On l’aura compris, Israël peut compter sur ses forces vives en appui de ses besoins. Selon les chiffres avancés par l’Ambassade d’Israël en France, environ 20 % de la population adulte se porte volontaire dans quelque 278 associations d’utilité publique. En temps de guerre, et particulièrement depuis le 7 octobre, la mobilisation spectaculaire a atteint environ 50%. En quelques jours, la Start-Up Nation fragilisée comme jamais a mué en une impressionnante organisation multipliant les initiatives, les actions, et les relais.

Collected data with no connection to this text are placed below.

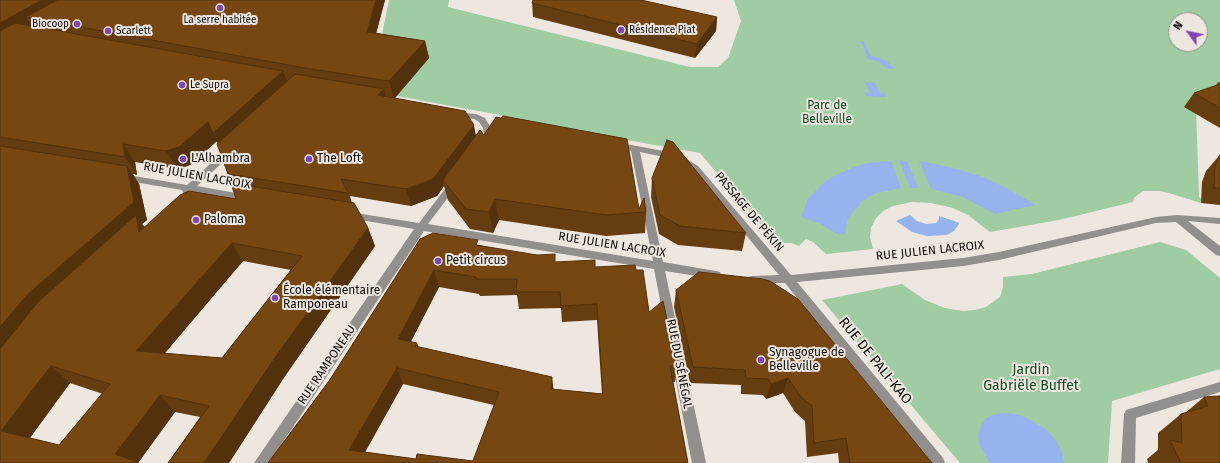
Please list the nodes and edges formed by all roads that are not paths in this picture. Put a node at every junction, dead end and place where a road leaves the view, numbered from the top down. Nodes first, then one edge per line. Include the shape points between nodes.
1 (445, 112) edge
2 (239, 143) edge
3 (605, 143) edge
4 (479, 147) edge
5 (635, 149) junction
6 (461, 172) edge
7 (110, 175) edge
8 (190, 188) junction
9 (181, 196) edge
10 (256, 199) edge
11 (340, 213) edge
12 (1177, 218) junction
13 (1220, 220) edge
14 (421, 227) junction
15 (1220, 252) edge
16 (659, 265) junction
17 (726, 276) edge
18 (741, 279) edge
19 (788, 279) junction
20 (1220, 387) edge
21 (261, 463) edge
22 (699, 463) edge
23 (938, 463) edge
24 (1128, 463) edge

1 - 4 street via 476,117 489,123 488,135
2 - 8 street
3 - 5 street
5 - 16 street
5 - 19 street, PASSAGE DE PÉKIN via 666,154 695,168
6 - 14 street, RUE RAMPONEAU
7 - 8 street, RUE JULIEN LACROIX
8 - 9 street
8 - 10 street, RUE JULIEN LACROIX
11 - 14 street, RUE JULIEN LACROIX
12 - 13 street, RUE JULIEN LACROIX
12 - 15 street
12 - 19 street, RUE JULIEN LACROIX via 1156,220 963,262
14 - 16 street, RUE JULIEN LACROIX
14 - 21 street, RUE RAMPONEAU
16 - 17 street, RUE JULIEN LACROIX
16 - 22 street, RUE DU SÉNÉGAL
18 - 19 street, RUE JULIEN LACROIX
19 - 23 street, RUE DE PALI-KAO
20 - 24 street via 1130,414

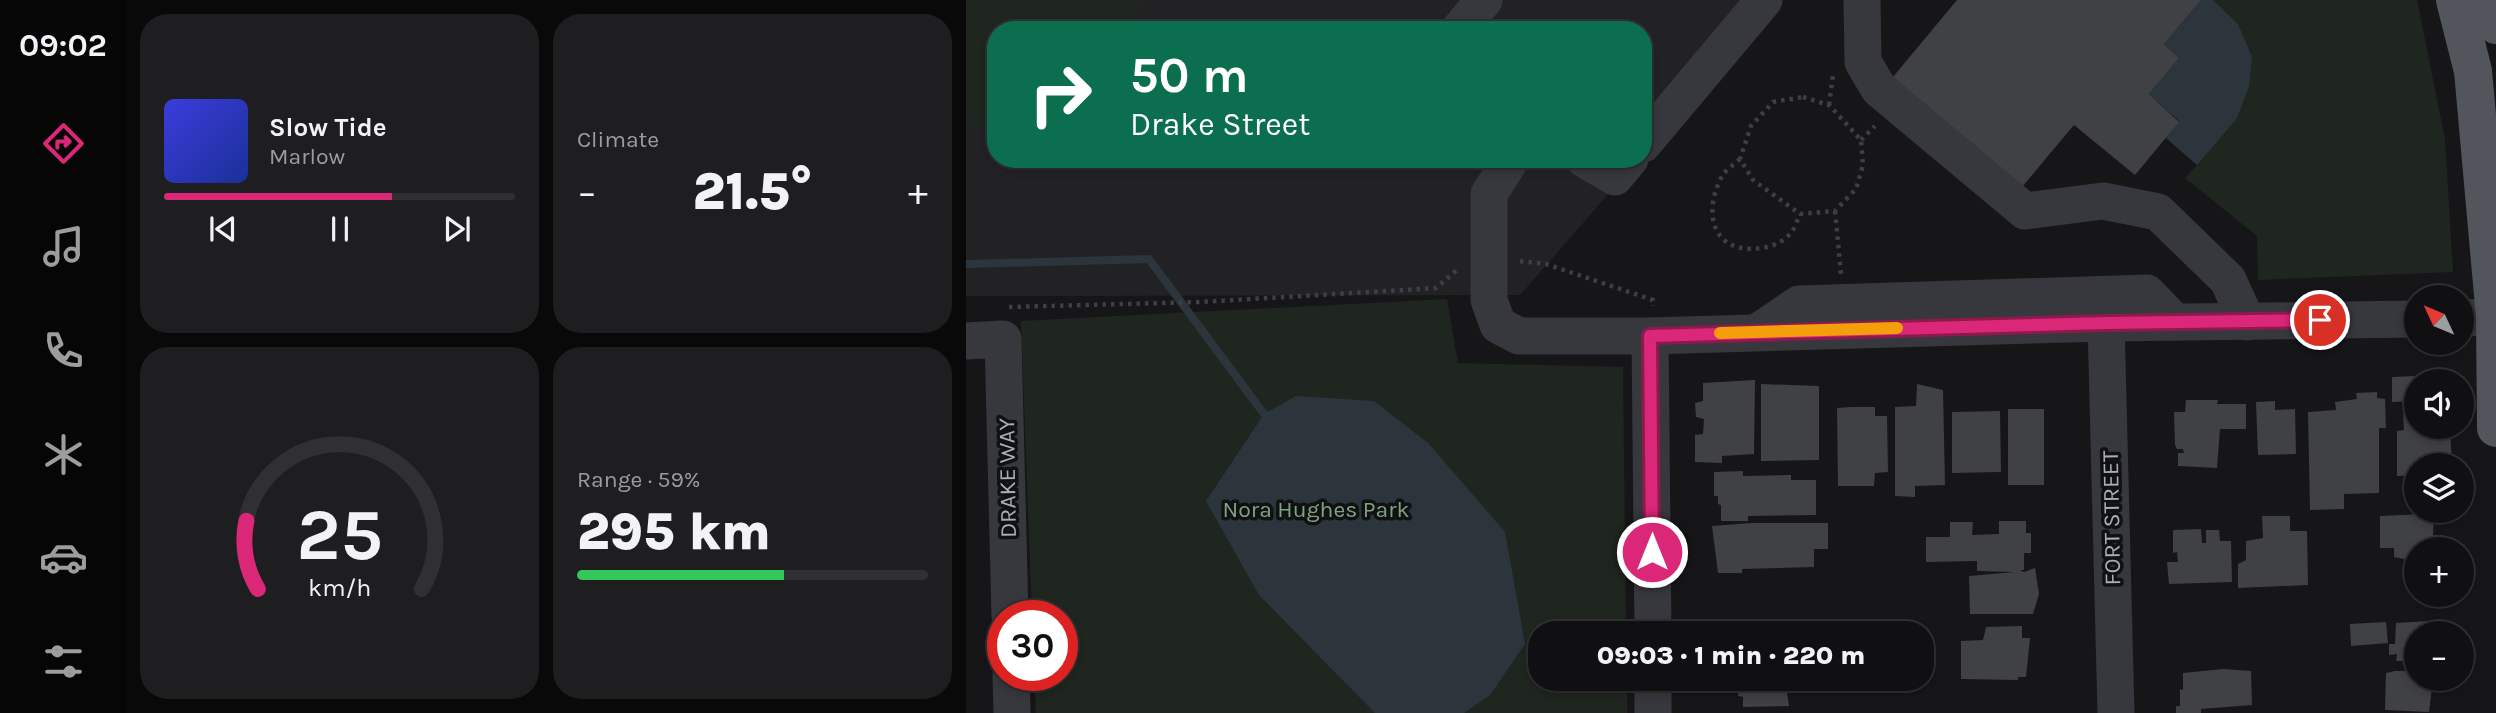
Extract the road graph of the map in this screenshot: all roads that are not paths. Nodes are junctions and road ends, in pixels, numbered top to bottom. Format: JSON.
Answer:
{"nodes":[{"id":1,"x":1484,"y":0,"type":"edge"},
{"id":2,"x":1764,"y":0,"type":"edge"},
{"id":3,"x":1863,"y":0,"type":"edge"},
{"id":4,"x":2455,"y":0,"type":"edge"},
{"id":5,"x":2490,"y":0,"type":"edge"},
{"id":6,"x":1466,"y":21,"type":"edge"},
{"id":7,"x":2496,"y":25,"type":"edge"},
{"id":8,"x":1652,"y":133,"type":"edge"},
{"id":9,"x":1505,"y":168,"type":"edge"},
{"id":10,"x":1600,"y":168,"type":"edge"},
{"id":11,"x":1622,"y":168,"type":"edge"},
{"id":12,"x":2484,"y":317,"type":"edge"},
{"id":13,"x":2404,"y":319,"type":"edge"},
{"id":14,"x":2175,"y":322,"type":"junction"},
{"id":15,"x":2247,"y":322,"type":"junction"},
{"id":16,"x":2106,"y":323,"type":"junction"},
{"id":17,"x":1759,"y":331,"type":"junction"},
{"id":18,"x":1650,"y":336,"type":"junction"},
{"id":19,"x":966,"y":341,"type":"edge"},
{"id":20,"x":2496,"y":428,"type":"edge"},
{"id":21,"x":1010,"y":600,"type":"edge"},
{"id":22,"x":1653,"y":621,"type":"edge"},
{"id":23,"x":1011,"y":691,"type":"edge"},
{"id":24,"x":1653,"y":691,"type":"edge"},
{"id":25,"x":1012,"y":713,"type":"edge"},
{"id":26,"x":1653,"y":713,"type":"edge"},
{"id":27,"x":2116,"y":713,"type":"edge"}],
"edges":[{"from":1,"to":6,"type":"street"},
{"from":2,"to":8,"type":"street"},
{"from":3,"to":15,"type":"street"},
{"from":4,"to":12,"type":"main road"},
{"from":5,"to":7,"type":"main road"},
{"from":9,"to":18,"type":"street"},
{"from":10,"to":11,"type":"street"},
{"from":12,"to":20,"type":"main road"},
{"from":13,"to":15,"type":"street"},
{"from":14,"to":15,"type":"street"},
{"from":14,"to":16,"type":"street"},
{"from":14,"to":17,"type":"street"},
{"from":16,"to":17,"type":"street"},
{"from":16,"to":27,"type":"street","name":"FORT STREET"},
{"from":17,"to":18,"type":"street"},
{"from":18,"to":22,"type":"street"},
{"from":19,"to":21,"type":"street","name":"DRAKE WAY"},
{"from":23,"to":25,"type":"street"},
{"from":24,"to":26,"type":"street"}]}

Pour Michael Sidi-Levy, psychanalyste et psychologue clinicien, plusieurs éléments historiques, structurels et psychologiques viennent expliquer ce besoin impérieux de se mobiliser pour le pays. Un héritage de la nature collectiviste et de l’esprit de partage des kibboutzim, d’abord ; ensuite, la structure même de l’armée, qui implique la majeure partie de la société israélienne et façonne le sens de la responsabilité envers autrui. En prolongement de l’armée, le soutien d’organisations et infrastructures existantes avec à leur tête des réservistes que l’on sait capables de mobiliser rapidement et largement va souvent de soi. « On a pu observer la puissance de leur mouvement pendant des mois à l’occasion de la révolte contre la réforme judiciaire. En retour, ces organisations ont été les premières au lendemain du 7 octobre à apporter de l’aide logistique et alimentaire aux soldats mobilisés », explique le spécialiste.
« C’est une nécessité pour les parents de se sentir actifs dans ce moment d’angoisse terrible »
« Le facteur d’appartenance est aussi un élément très important dans un moment où notre identité est attaquée. Et puis, se joue aussi notre culpabilité. Par rapport à nos enfants d’abord, dont beaucoup sont sur le front pour défendre notre droit à exister. C’est une nécessité pour les parents de se sentir actifs dans ce moment d’angoisse terrible. Et puis aussi par rapport aux kibboutzim qui longent la frontière avec Gaza, dont la fonction était en quelque sorte de « faire tampon » et dont les habitants l’ont payé de leur vie. Aujourd’hui, toute la société israélienne doit assumer cette réalité existentielle. On ne peut pas perdre cette guerre, sinon ce sera la dernière.